# Subset Selection
## CMSE 381 - Fall 2023
## Oct 13,  2023. Lecture 17



In [15]:
# Everyone's favorite standard imports
import numpy as np
import pandas as pd
import matplotlib.pyplot as plt
import seaborn as sns
%matplotlib inline

from sklearn.linear_model import LinearRegression,LogisticRegression
from sklearn.metrics import mean_squared_error
from sklearn.model_selection import cross_val_score
from sklearn.model_selection import KFold

In [16]:
# First, we're going to do all the data loading we've had for a while for this data set
auto = pd.read_csv('Auto.csv')
auto = auto.replace('?', np.nan)
auto = auto.dropna()
auto.horsepower = auto.horsepower.astype('int')

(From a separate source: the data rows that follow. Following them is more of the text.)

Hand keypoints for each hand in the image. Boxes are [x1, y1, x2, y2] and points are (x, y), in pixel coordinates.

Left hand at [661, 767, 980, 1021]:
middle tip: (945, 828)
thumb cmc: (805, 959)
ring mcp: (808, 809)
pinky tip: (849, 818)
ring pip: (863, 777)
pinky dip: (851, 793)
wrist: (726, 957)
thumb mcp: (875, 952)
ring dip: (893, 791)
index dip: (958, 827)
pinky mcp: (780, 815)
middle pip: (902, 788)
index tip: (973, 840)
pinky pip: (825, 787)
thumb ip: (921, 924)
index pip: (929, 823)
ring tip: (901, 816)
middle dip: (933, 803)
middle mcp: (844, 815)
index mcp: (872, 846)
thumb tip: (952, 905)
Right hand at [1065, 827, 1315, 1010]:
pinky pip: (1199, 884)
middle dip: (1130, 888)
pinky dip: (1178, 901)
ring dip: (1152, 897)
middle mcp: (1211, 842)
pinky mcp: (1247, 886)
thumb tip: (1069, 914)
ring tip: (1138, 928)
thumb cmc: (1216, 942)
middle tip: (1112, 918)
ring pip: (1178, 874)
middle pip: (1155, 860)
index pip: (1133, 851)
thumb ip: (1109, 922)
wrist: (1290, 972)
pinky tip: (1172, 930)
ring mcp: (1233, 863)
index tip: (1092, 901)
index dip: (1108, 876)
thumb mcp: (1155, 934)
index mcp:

#this shuffles my data set in advance so that i don't need to worry about it later 
auto = auto.sample(frac=1).reset_index(drop=True)


auto.head()

Unnamed: 0,mpg,cylinders,displacement,horsepower,weight,acceleration,year,origin,name
0,25.0,6,181.0,110,2945,16.4,82,1,buick century limited
1,13.0,8,302.0,130,3870,15.0,76,1,ford f108
2,14.0,8,400.0,175,4385,12.0,72,1,pontiac catalina
3,14.0,8,318.0,150,4096,13.0,71,1,plymouth fury iii
4,39.4,4,85.0,70,2070,18.6,78,3,datsun b210 gx


Let's try to run subset selection on the `auto` data set! We're going to use `cylinders`, `horsepower`, `weight`, and `acceleration` to predict `mpg`. 

In [17]:
inputvars = ['cylinders','horsepower','weight', 'acceleration']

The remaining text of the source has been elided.